Material provided:
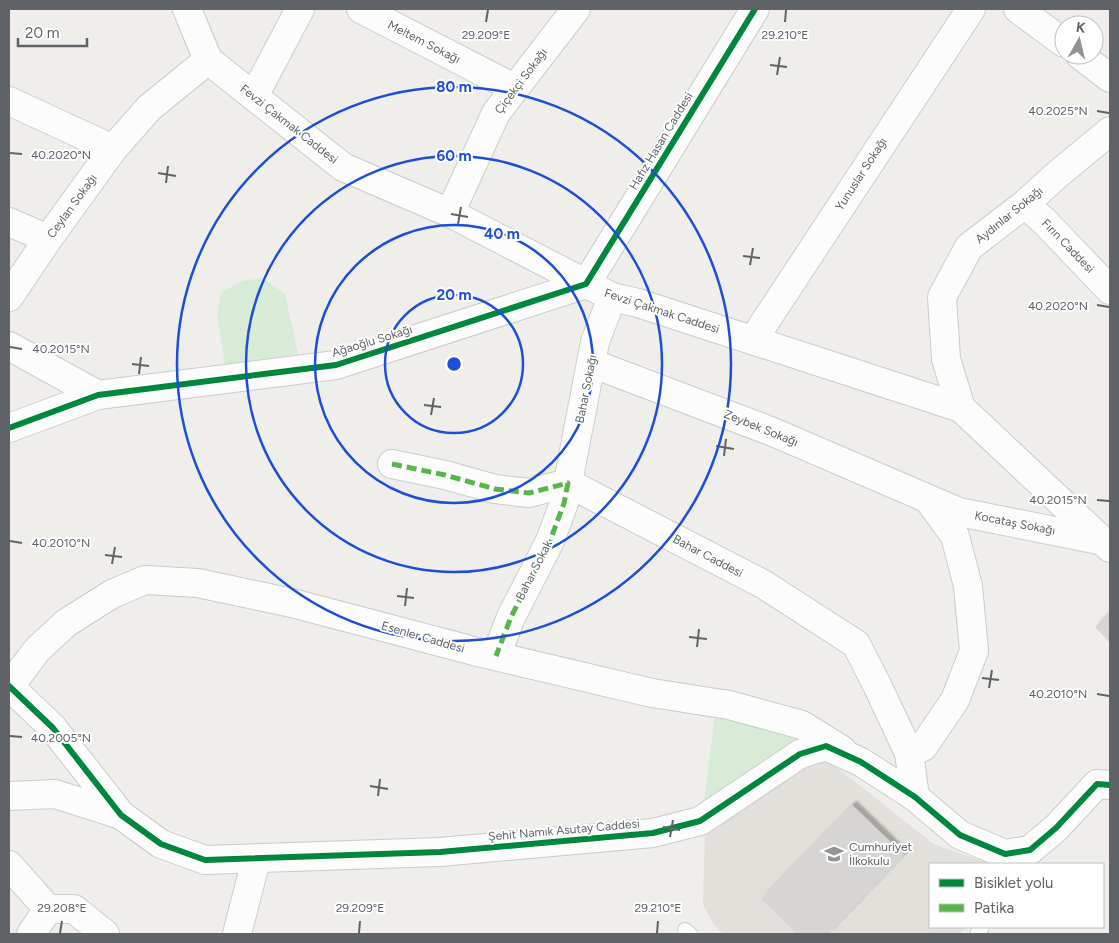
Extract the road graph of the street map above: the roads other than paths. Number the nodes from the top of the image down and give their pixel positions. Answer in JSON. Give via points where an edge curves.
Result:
{"nodes":[{"id":1,"x":187,"y":9,"type":"edge"},
{"id":2,"x":300,"y":9,"type":"edge"},
{"id":3,"x":361,"y":9,"type":"edge"},
{"id":4,"x":576,"y":9,"type":"edge"},
{"id":5,"x":755,"y":9,"type":"edge"},
{"id":6,"x":971,"y":9,"type":"edge"},
{"id":7,"x":1018,"y":9,"type":"edge"},
{"id":8,"x":1054,"y":36,"type":"edge"},
{"id":9,"x":208,"y":60,"type":"junction"},
{"id":10,"x":1093,"y":65,"type":"edge"},
{"id":11,"x":1110,"y":78,"type":"edge"},
{"id":12,"x":514,"y":88,"type":"junction"},
{"id":13,"x":254,"y":96,"type":"junction"},
{"id":14,"x":9,"y":101,"type":"edge"},
{"id":15,"x":1110,"y":131,"type":"edge"},
{"id":16,"x":113,"y":149,"type":"junction"},
{"id":17,"x":1025,"y":204,"type":"junction"},
{"id":18,"x":450,"y":213,"type":"junction"},
{"id":19,"x":9,"y":222,"type":"edge"},
{"id":20,"x":48,"y":239,"type":"junction"},
{"id":21,"x":586,"y":284,"type":"junction"},
{"id":22,"x":1110,"y":290,"type":"edge"},
{"id":23,"x":9,"y":297,"type":"edge"},
{"id":24,"x":612,"y":297,"type":"junction"},
{"id":25,"x":753,"y":340,"type":"junction"},
{"id":26,"x":9,"y":346,"type":"edge"},
{"id":27,"x":591,"y":363,"type":"junction"},
{"id":28,"x":98,"y":395,"type":"junction"},
{"id":29,"x":961,"y":408,"type":"junction"},
{"id":30,"x":9,"y":428,"type":"edge"},
{"id":31,"x":392,"y":464,"type":"dead end"},
{"id":32,"x":568,"y":483,"type":"junction"},
{"id":33,"x":928,"y":499,"type":"junction"},
{"id":34,"x":1107,"y":545,"type":"edge"},
{"id":35,"x":496,"y":656,"type":"junction"},
{"id":36,"x":9,"y":686,"type":"edge"},
{"id":37,"x":909,"y":753,"type":"junction"},
{"id":38,"x":861,"y":762,"type":"junction"},
{"id":39,"x":1110,"y":785,"type":"edge"},
{"id":40,"x":9,"y":796,"type":"edge"},
{"id":41,"x":916,"y":797,"type":"junction"},
{"id":42,"x":120,"y":815,"type":"junction"},
{"id":43,"x":1026,"y":857,"type":"edge"},
{"id":44,"x":256,"y":860,"type":"junction"},
{"id":45,"x":9,"y":865,"type":"edge"},
{"id":46,"x":48,"y":909,"type":"junction"},
{"id":47,"x":31,"y":934,"type":"edge"},
{"id":48,"x":105,"y":934,"type":"edge"},
{"id":49,"x":237,"y":934,"type":"edge"}],
"edges":[{"from":1,"to":9,"type":"street","name":"Fevzi Çakmak Caddesi"},
{"from":2,"to":13,"type":"street"},
{"from":3,"to":12,"type":"street","name":"Meltem Sokağı"},
{"from":4,"to":12,"type":"street","name":"Çiçekçi Sokağı"},
{"from":5,"to":21,"type":"street","name":"Hafız Hasan Caddesi"},
{"from":6,"to":25,"type":"street","name":"Yunuslar Sokağı"},
{"from":7,"to":8,"type":"street"},
{"from":9,"to":13,"type":"street","name":"Fevzi Çakmak Caddesi"},
{"from":9,"to":16,"type":"street","name":"Ceylan Sokağı","via":[[149,108]]},
{"from":10,"to":11,"type":"street"},
{"from":12,"to":18,"type":"street","name":"Çiçekçi Sokağı","via":[[496,113]]},
{"from":13,"to":18,"type":"street","name":"Fevzi Çakmak Caddesi","via":[[343,167]]},
{"from":14,"to":16,"type":"street"},
{"from":15,"to":17,"type":"street","name":"Aydınlar Sokağı"},
{"from":16,"to":20,"type":"street","name":"Ceylan Sokağı"},
{"from":17,"to":22,"type":"street","name":"Fırın Caddesi"},
{"from":17,"to":29,"type":"street","name":"Aydınlar Sokağı","via":[[969,247],[942,297],[946,359]]},
{"from":18,"to":21,"type":"street","name":"Fevzi Çakmak Caddesi"},
{"from":19,"to":20,"type":"street"},
{"from":20,"to":23,"type":"street","name":"Ceylan Sokağı"},
{"from":21,"to":24,"type":"street","name":"Fevzi Çakmak Caddesi"},
{"from":21,"to":28,"type":"street","name":"Ağaoğlu Sokağı","via":[[336,365]]},
{"from":24,"to":25,"type":"street","name":"Fevzi Çakmak Caddesi"},
{"from":24,"to":27,"type":"street","name":"Bahar Sokağı","via":[[595,342]]},
{"from":25,"to":29,"type":"street","name":"Fevzi Çakmak Caddesi"},
{"from":26,"to":28,"type":"street"},
{"from":27,"to":32,"type":"street","name":"Bahar Sokağı"},
{"from":27,"to":33,"type":"street","name":"Zeybek Sokağı","via":[[773,432]]},
{"from":28,"to":30,"type":"street","name":"Ağaoğlu Sokağı"},
{"from":29,"to":34,"type":"street","name":"Fevzi Çakmak Caddesi"},
{"from":31,"to":32,"type":"street","via":[[496,489],[528,493]]},
{"from":32,"to":35,"type":"street","name":"Bahar Sokak","via":[[550,541],[511,617]]},
{"from":32,"to":37,"type":"street","name":"Bahar Caddesi","via":[[763,584],[856,644]]},
{"from":33,"to":34,"type":"street","name":"Kocataş Sokağı","via":[[959,512]]},
{"from":33,"to":37,"type":"street","via":[[954,536],[968,586],[974,651],[955,700],[922,746]]},
{"from":35,"to":36,"type":"street","name":"Esenler Caddesi","via":[[292,603],[198,583],[145,580],[112,594],[66,623],[37,650]]},
{"from":35,"to":38,"type":"street","name":"Esenler Caddesi","via":[[652,693],[729,705],[802,725]]},
{"from":36,"to":42,"type":"street","name":"Şehit Namık Asutay Caddesi","via":[[53,728]]},
{"from":37,"to":41,"type":"street","name":"Bahar Caddesi"},
{"from":38,"to":41,"type":"street","name":"Şehit Namık Asutay Caddesi"},
{"from":38,"to":44,"type":"street","name":"Şehit Namık Asutay Caddesi","via":[[826,746],[800,754],[700,821],[653,833],[440,852]]},
{"from":39,"to":43,"type":"street","name":"Şehit Namık Asutay Caddesi","via":[[1097,784]]},
{"from":40,"to":42,"type":"street","via":[[55,794]]},
{"from":41,"to":43,"type":"street","name":"Şehit Namık Asutay Caddesi","via":[[960,835],[1005,854]]},
{"from":42,"to":44,"type":"street","name":"Şehit Namık Asutay Caddesi","via":[[161,844],[205,860]]},
{"from":44,"to":49,"type":"street"},
{"from":45,"to":46,"type":"street"},
{"from":46,"to":47,"type":"street"},
{"from":46,"to":48,"type":"street","via":[[74,910]]}]}
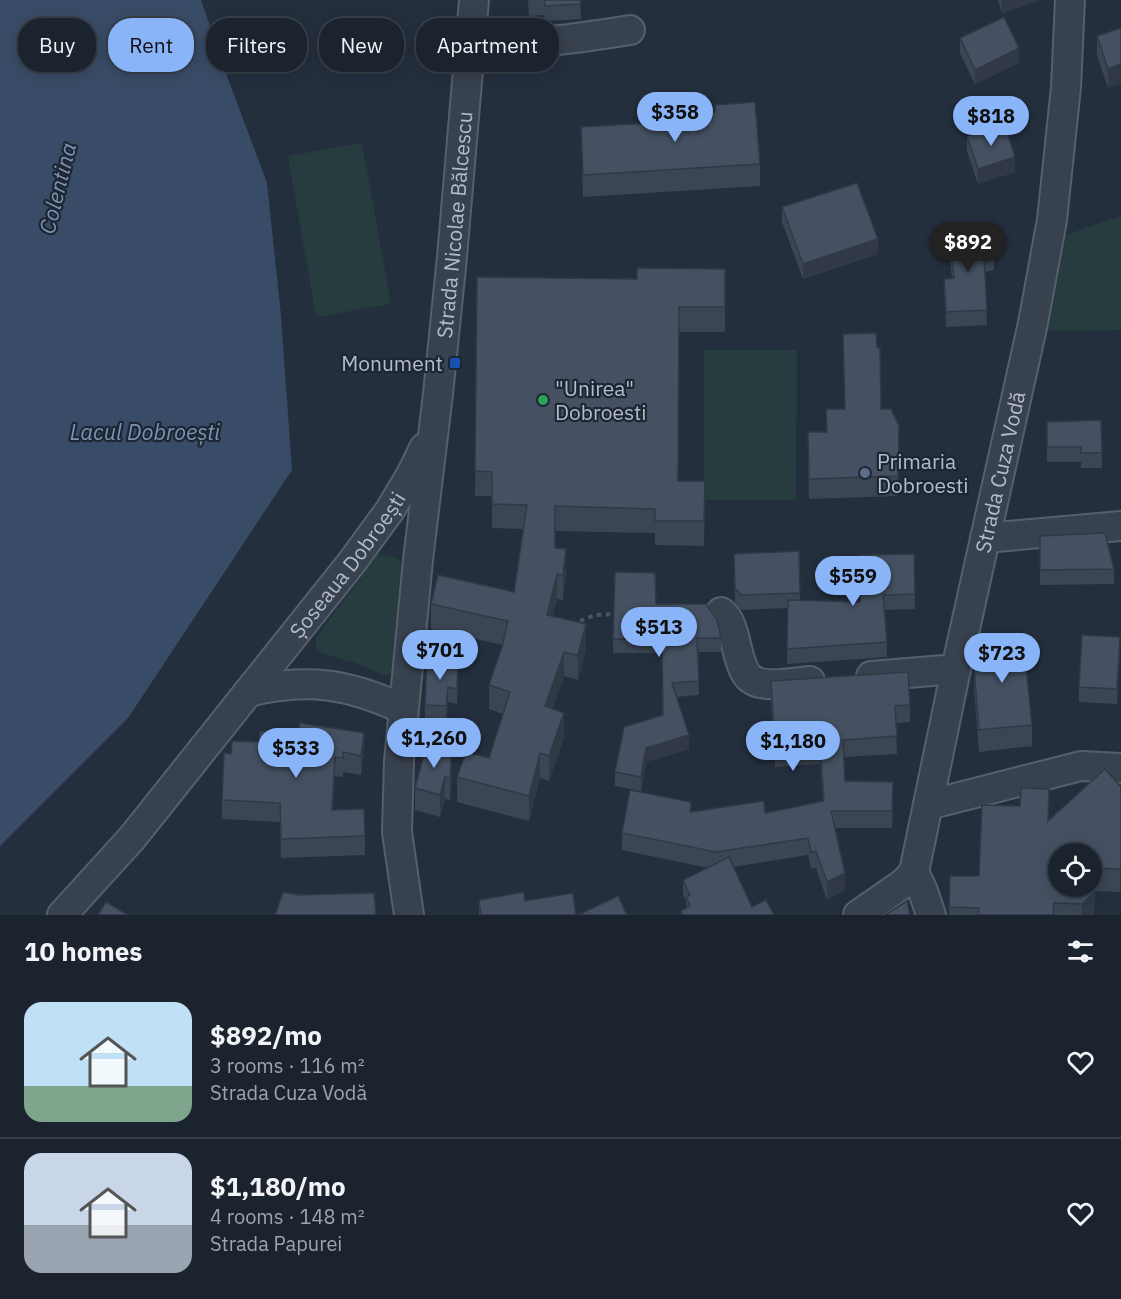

Activity: Out of the preceding entries, pull each line that contains the word "Esenler".

Your solution:
{"from":35,"to":36,"type":"street","name":"Esenler Caddesi","via":[[292,603],[198,583],[145,580],[112,594],[66,623],[37,650]]},
{"from":35,"to":38,"type":"street","name":"Esenler Caddesi","via":[[652,693],[729,705],[802,725]]},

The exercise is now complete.